__MATERIAL SHOWN__
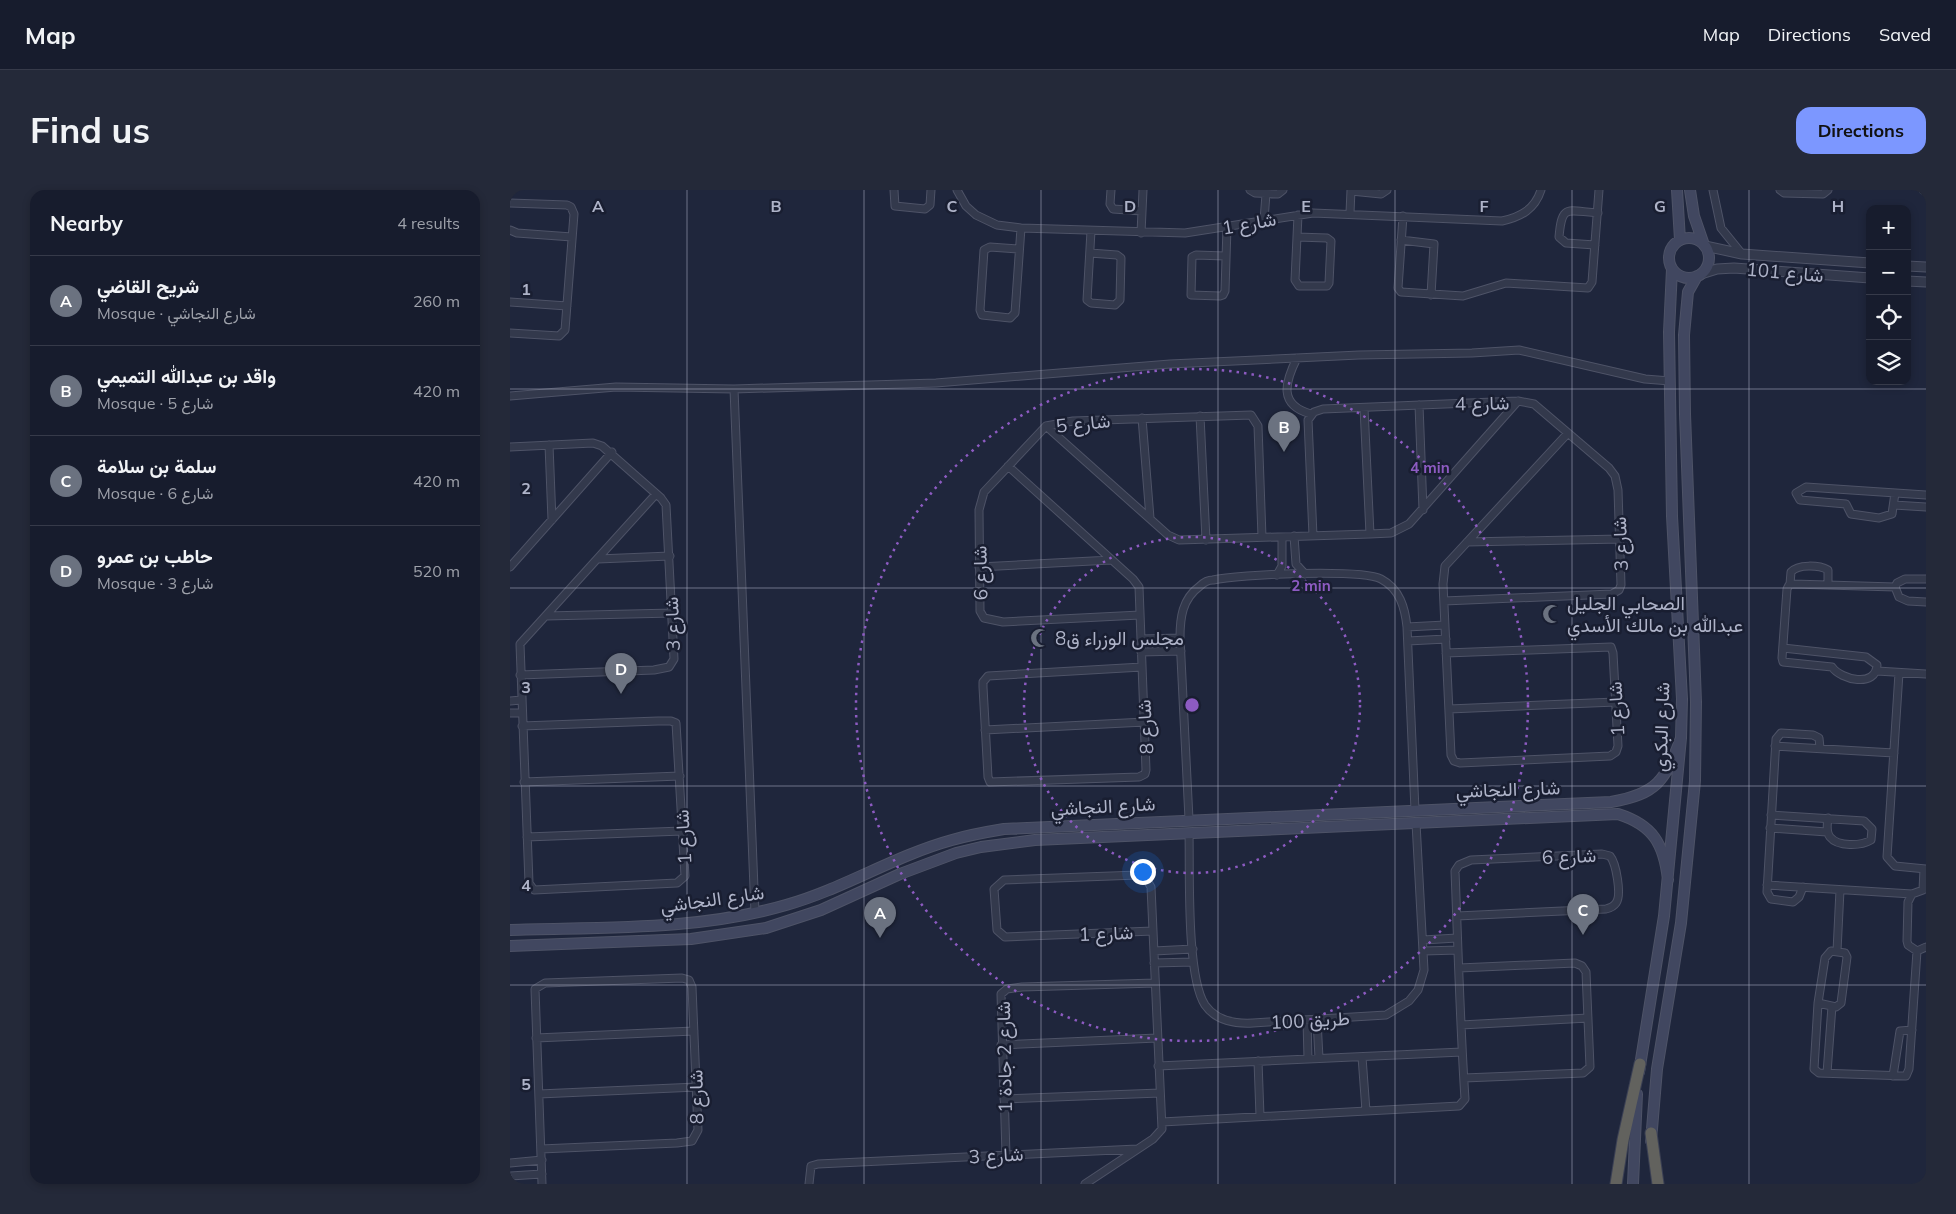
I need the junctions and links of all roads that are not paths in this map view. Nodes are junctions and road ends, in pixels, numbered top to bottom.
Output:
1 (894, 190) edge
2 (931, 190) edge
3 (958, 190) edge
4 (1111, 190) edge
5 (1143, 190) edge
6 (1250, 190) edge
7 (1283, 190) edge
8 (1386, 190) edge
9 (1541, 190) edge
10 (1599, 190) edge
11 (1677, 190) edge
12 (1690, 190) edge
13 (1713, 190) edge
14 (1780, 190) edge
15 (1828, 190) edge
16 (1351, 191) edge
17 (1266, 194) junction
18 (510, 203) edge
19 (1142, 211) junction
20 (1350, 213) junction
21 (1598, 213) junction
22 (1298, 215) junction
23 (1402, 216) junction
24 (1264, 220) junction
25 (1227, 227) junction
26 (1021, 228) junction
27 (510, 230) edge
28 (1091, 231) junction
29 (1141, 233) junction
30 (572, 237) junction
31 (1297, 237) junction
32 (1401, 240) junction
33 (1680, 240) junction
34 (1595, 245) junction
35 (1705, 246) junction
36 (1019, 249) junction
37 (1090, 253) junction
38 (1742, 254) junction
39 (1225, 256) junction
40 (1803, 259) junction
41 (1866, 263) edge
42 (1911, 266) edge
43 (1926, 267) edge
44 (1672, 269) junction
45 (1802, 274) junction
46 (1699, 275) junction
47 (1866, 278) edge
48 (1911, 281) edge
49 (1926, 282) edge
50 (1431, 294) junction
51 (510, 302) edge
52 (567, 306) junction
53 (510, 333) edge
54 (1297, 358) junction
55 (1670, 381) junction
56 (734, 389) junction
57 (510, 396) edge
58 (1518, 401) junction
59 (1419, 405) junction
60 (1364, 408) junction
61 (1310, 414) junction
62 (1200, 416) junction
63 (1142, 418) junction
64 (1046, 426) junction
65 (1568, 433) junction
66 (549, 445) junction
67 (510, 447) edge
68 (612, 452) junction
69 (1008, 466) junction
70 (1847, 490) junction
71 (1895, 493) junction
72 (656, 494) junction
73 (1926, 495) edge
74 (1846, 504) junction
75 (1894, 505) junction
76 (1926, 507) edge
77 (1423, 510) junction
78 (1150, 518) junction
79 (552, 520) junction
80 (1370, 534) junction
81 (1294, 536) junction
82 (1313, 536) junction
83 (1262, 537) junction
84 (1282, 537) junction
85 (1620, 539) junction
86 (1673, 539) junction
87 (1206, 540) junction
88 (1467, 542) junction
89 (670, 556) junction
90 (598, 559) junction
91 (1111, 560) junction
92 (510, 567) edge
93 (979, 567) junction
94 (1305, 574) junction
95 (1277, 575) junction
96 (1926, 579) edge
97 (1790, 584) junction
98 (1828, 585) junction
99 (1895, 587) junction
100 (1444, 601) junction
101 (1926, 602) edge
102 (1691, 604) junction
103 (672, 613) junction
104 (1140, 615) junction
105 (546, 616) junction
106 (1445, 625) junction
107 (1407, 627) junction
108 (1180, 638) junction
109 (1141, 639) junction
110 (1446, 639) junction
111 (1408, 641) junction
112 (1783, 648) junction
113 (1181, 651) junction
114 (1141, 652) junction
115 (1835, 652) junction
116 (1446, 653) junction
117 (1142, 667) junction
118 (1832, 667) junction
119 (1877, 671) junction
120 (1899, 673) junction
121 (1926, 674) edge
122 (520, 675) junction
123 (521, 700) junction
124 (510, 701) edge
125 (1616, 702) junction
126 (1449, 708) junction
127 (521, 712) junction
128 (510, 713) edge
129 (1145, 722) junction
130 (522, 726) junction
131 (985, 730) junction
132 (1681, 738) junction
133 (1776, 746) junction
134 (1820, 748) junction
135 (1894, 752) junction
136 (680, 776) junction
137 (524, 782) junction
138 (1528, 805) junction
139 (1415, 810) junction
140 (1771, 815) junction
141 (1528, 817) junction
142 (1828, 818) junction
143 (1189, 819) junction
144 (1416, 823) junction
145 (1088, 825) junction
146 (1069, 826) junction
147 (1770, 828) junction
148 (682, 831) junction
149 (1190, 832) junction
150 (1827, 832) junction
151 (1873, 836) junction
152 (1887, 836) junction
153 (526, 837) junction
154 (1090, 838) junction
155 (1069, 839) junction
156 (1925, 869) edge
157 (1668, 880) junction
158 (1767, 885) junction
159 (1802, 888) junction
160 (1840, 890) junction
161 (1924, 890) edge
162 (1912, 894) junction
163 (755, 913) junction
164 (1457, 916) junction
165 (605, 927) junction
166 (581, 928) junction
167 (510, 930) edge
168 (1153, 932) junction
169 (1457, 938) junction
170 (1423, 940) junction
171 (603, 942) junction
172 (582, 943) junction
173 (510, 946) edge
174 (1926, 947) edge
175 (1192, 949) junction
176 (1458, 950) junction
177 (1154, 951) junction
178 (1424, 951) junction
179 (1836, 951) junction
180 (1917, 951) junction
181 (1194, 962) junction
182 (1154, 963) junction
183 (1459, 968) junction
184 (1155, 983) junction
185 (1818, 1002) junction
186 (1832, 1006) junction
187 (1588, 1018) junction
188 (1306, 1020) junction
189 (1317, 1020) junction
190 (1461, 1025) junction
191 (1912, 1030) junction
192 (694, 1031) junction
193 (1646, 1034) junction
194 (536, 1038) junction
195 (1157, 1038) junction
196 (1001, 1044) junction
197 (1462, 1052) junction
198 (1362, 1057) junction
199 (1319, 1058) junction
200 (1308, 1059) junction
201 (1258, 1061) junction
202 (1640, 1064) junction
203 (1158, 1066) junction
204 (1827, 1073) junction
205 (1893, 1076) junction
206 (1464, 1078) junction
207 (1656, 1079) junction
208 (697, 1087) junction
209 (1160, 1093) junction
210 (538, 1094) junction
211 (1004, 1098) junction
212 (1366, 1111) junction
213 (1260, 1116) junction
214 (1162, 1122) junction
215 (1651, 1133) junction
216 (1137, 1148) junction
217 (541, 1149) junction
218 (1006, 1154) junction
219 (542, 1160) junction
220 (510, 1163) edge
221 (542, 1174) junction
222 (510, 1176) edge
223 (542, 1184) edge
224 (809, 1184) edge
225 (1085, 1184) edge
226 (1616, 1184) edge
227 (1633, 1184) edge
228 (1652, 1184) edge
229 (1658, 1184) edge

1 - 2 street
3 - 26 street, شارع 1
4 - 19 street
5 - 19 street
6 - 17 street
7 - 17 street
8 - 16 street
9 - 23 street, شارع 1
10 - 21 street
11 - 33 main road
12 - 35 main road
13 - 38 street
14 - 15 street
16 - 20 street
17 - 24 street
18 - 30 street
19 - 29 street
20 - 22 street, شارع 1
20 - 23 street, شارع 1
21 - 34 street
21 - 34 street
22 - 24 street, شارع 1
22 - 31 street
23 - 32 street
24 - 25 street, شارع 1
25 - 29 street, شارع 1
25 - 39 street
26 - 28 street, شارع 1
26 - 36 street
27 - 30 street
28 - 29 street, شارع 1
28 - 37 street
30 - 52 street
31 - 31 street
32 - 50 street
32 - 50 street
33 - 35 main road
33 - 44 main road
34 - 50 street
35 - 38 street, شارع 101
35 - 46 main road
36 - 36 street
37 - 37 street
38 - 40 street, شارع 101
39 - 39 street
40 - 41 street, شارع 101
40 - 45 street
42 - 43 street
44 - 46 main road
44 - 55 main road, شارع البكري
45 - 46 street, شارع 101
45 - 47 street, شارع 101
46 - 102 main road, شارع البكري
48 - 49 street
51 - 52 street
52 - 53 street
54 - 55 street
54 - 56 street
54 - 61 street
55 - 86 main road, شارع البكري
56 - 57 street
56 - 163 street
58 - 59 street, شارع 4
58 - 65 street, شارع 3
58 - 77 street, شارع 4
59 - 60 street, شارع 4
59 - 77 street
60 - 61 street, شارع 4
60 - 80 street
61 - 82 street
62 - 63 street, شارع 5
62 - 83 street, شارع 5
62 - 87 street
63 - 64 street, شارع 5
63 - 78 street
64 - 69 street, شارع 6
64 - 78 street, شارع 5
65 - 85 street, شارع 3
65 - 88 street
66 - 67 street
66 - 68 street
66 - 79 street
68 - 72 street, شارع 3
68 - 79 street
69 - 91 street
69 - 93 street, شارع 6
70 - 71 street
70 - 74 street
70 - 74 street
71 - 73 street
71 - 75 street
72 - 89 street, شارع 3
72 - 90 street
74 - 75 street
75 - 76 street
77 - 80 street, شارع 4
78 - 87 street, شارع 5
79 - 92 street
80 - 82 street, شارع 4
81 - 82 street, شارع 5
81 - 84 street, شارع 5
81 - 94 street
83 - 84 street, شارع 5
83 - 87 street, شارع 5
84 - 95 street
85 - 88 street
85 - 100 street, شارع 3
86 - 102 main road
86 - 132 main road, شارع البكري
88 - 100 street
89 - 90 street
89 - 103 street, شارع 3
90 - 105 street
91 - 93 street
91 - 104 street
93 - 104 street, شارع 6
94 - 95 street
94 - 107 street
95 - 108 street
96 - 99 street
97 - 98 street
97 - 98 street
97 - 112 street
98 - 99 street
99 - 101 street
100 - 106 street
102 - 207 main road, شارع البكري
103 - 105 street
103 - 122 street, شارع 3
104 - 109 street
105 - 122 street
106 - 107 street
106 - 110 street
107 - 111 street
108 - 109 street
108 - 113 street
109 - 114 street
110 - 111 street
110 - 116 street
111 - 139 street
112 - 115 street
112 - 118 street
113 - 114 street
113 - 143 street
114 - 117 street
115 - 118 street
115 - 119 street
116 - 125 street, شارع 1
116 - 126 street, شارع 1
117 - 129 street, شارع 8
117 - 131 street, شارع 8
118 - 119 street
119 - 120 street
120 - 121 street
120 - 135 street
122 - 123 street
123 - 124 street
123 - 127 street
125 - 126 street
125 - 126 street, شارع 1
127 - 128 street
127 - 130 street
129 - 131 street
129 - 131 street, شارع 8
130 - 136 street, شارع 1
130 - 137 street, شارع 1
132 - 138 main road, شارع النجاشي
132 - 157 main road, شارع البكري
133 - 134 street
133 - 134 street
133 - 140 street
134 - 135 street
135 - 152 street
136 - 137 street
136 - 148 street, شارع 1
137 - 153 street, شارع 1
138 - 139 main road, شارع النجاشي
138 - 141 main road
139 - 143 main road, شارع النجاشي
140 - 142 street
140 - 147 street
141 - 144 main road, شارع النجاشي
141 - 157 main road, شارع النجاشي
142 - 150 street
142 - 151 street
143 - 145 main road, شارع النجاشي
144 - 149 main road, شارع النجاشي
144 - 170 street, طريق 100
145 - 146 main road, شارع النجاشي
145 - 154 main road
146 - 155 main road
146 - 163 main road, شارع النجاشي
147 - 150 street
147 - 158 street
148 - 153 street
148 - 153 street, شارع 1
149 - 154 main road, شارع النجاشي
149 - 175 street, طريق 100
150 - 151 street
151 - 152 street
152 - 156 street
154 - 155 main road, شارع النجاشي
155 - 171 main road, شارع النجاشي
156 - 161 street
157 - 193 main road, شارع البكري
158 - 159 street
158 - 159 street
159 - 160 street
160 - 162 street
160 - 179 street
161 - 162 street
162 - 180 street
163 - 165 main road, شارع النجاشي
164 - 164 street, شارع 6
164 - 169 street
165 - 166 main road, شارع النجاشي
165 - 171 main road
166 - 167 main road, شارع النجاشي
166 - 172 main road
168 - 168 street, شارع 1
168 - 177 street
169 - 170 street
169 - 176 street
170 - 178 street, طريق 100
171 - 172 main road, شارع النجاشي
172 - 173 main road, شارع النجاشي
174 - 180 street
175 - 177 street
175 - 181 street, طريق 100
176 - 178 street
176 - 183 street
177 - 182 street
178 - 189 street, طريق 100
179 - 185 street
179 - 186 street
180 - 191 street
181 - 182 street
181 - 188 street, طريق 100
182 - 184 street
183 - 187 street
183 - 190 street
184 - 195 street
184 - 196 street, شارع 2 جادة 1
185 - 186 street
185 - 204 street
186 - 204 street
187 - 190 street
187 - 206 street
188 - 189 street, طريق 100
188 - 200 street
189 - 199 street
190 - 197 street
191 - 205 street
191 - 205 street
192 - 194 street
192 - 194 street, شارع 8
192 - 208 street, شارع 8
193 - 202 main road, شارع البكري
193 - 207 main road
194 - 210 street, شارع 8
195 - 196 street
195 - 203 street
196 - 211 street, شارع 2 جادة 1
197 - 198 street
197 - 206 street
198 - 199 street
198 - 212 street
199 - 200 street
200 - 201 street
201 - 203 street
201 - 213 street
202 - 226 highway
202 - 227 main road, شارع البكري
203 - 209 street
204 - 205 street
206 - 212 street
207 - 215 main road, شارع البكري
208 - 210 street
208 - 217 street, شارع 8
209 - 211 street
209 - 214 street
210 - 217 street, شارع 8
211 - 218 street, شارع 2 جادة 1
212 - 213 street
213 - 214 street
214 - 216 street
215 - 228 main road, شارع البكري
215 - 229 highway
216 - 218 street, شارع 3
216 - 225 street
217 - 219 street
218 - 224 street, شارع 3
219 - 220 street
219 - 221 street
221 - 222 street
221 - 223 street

__PROBLEM TO SOLVE__
When the word "جادة" shows up in a line of the material, count that line; report only the final number.

__TASK RESULT__
3